**WORK TO COMPLETE**
Tally the lines below that contain "bends" and reply with only the tally.

(Data excerpts)
====

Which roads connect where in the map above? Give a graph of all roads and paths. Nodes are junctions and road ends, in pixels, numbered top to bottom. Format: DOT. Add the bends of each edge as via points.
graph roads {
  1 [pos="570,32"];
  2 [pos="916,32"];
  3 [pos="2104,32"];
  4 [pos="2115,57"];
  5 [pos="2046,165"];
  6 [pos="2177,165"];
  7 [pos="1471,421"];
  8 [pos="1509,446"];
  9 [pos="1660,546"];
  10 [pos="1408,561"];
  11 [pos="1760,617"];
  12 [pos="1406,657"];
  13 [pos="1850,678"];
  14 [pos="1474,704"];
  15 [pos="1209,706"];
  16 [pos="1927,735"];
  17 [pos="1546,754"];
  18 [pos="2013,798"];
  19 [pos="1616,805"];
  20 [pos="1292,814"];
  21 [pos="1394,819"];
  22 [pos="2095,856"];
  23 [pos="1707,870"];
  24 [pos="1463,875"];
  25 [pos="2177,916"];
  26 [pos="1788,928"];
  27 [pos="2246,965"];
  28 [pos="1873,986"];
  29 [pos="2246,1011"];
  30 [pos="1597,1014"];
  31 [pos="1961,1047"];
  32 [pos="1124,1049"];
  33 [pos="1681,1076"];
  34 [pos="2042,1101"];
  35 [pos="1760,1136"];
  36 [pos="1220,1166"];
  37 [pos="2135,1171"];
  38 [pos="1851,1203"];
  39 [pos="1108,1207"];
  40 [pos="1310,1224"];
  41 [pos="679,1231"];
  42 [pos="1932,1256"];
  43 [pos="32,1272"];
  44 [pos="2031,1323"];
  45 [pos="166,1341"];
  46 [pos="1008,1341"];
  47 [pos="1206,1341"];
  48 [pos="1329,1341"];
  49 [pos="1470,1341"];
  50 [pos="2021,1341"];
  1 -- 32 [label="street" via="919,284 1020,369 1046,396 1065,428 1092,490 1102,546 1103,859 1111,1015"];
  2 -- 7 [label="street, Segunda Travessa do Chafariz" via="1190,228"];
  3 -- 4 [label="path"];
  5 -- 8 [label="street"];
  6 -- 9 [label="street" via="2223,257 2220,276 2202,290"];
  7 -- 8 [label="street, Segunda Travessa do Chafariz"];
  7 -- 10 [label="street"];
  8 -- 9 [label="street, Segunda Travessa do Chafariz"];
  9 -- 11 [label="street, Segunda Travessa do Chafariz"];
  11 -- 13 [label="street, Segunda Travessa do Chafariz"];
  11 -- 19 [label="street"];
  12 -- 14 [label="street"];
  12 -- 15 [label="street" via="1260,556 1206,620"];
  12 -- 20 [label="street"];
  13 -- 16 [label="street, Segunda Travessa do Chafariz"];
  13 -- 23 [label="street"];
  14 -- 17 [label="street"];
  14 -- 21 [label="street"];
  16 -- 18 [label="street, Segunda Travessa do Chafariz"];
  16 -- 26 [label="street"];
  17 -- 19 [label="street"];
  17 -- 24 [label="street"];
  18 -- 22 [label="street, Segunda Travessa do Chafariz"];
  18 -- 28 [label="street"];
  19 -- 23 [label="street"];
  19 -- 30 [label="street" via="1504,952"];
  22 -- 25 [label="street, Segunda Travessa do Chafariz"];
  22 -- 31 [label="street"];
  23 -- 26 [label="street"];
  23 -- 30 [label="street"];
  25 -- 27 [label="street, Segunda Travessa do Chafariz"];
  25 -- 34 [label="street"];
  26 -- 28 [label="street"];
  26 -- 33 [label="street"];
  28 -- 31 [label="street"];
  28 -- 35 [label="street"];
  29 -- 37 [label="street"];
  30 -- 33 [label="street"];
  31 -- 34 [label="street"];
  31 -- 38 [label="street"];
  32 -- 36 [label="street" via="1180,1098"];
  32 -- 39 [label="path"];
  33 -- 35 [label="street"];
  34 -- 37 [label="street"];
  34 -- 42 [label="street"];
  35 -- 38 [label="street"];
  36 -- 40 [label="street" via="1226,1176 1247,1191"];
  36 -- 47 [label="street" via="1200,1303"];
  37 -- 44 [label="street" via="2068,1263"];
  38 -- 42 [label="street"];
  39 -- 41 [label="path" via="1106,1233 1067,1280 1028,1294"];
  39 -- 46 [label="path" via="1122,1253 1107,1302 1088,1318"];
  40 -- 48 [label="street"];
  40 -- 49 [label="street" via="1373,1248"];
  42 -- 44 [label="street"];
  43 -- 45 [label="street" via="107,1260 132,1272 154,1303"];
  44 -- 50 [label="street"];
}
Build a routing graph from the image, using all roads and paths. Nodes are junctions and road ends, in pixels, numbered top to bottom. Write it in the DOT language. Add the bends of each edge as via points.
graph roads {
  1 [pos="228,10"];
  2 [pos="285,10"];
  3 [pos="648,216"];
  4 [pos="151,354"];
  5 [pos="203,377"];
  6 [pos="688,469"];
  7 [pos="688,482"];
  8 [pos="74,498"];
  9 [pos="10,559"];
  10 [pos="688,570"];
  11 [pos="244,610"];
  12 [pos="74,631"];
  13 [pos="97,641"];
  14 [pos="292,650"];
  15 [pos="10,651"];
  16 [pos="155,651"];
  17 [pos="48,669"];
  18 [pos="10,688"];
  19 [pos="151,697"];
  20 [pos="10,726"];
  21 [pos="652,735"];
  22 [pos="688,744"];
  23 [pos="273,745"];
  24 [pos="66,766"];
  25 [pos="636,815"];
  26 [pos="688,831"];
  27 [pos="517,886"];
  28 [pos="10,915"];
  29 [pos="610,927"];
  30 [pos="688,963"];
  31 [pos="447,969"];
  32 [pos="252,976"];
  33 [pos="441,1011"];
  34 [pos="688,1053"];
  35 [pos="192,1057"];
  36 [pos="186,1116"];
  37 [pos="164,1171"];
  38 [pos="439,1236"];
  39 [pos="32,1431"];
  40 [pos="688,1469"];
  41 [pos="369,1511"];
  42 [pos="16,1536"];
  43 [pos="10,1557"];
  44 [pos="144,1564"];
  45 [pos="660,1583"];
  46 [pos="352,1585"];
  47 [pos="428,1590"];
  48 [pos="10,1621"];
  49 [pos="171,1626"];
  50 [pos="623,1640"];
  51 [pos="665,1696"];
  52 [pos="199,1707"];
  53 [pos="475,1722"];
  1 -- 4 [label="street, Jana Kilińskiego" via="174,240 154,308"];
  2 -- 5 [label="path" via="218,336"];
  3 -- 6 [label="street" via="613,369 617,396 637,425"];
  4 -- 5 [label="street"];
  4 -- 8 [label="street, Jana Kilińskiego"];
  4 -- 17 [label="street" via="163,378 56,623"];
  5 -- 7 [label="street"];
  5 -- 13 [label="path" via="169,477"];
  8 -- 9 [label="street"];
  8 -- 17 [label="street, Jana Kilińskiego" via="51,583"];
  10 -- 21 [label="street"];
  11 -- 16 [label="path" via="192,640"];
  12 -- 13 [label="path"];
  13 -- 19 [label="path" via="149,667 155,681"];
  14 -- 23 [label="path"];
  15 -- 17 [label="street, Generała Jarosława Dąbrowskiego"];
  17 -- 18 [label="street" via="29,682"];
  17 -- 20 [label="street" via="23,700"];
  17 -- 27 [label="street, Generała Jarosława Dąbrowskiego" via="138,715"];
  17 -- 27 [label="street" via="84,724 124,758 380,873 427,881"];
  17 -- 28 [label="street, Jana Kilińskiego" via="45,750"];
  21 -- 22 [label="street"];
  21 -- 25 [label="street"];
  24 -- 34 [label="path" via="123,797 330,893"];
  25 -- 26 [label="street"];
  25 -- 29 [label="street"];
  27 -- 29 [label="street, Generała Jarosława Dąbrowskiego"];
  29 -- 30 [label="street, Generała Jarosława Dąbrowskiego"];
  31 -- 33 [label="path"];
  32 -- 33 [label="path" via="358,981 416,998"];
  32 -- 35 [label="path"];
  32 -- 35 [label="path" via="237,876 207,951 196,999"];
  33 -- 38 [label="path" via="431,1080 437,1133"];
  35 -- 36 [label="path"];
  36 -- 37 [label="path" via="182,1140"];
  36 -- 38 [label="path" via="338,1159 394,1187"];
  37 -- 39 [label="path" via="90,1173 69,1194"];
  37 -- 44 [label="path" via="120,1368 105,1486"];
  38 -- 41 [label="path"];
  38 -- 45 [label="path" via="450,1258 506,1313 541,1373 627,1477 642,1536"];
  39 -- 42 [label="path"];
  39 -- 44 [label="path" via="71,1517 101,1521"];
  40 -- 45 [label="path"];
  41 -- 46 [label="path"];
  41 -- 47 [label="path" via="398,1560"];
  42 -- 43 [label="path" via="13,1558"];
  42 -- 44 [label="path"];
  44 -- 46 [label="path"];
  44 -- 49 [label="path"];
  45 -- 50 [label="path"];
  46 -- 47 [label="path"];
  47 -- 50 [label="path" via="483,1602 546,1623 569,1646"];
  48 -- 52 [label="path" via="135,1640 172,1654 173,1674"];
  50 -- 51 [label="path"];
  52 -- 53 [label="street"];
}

====

**FINISHED EXERCISE**
2